Unless the down voter leaves a comment, there is no way to figure out who they were or their intention with their vote. Voting is private.
Absolutely everyone who spends time asking or answering questions here will get their fair share of up and downvotes. The reason questions regarding why someone may have downvoted an answer relatively seldom appear here is because there is no definite answer to that question. A more interesting question is "How can I improve this answer?"
Answers should generally answer the question as it has been posed. In this case, the question is "Does parens for pattern matching need to be escaped inside sed regex-es?".
One way to improve your answer may be to address the user's issue with the parentheses (that is to say, explain how parentheses are used in regular expressions in sed
). You may then recognise that the user is using the wrong sed
command (d
rather than s
), explain why, and then suggest what they should do instead.
This makes your text read more like an answer to the question instead of a comment on another answer or an expansion of somebody else's comment. We like specific answers to specific questions, not a discussion that moves from answers into comments into new answers based on ideas or follow-up questions in comments, etc. (these things are ok, but the resulting answer should still be an answer to the original question, at a minimum).
I would also avoid "This worked for me when solving a different issue and here's my code for that"-type of answers. If you are enthusiastic about a specific solution that you have come up with for your own problem, it is better to post a separate question that you immediately self-answer (this is allowed and encouraged as long as the question is not a duplicate of existing questions).

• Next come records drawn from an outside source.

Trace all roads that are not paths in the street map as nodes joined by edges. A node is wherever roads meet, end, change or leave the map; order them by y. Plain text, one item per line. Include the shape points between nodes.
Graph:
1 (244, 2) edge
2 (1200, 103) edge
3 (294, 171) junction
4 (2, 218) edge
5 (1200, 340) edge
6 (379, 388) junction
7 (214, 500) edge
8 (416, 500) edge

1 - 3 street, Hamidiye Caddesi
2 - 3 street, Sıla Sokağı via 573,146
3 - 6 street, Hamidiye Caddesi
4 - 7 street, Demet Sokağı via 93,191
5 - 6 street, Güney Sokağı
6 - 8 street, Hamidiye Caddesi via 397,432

I'm also noticing now that your suggested sed
command is identical to the sed
command in the accepted answer.
What could you have done differently? Well, given that the point of your answer was to remove the anchoring of the regular expression and the g
flag at the end, you could have suggested this as an edit to the accepted answer. As it happens, this was instead an edit that I made (along with adding extra text), prompted by reading the accepted answer, prompted by the question bubbling up on our front page due to your answer.
An additional edit that could possibly be made to the accepted answer is to address the user's issue with parentheses or at least say why parentheses aren't needed or wanted in the suggested command. This is probably not enough to warrant its own answer though, as the second part of that answer would invariably have to duplicate the sed
command from the accepted answer again unless a novel and better approach is provided.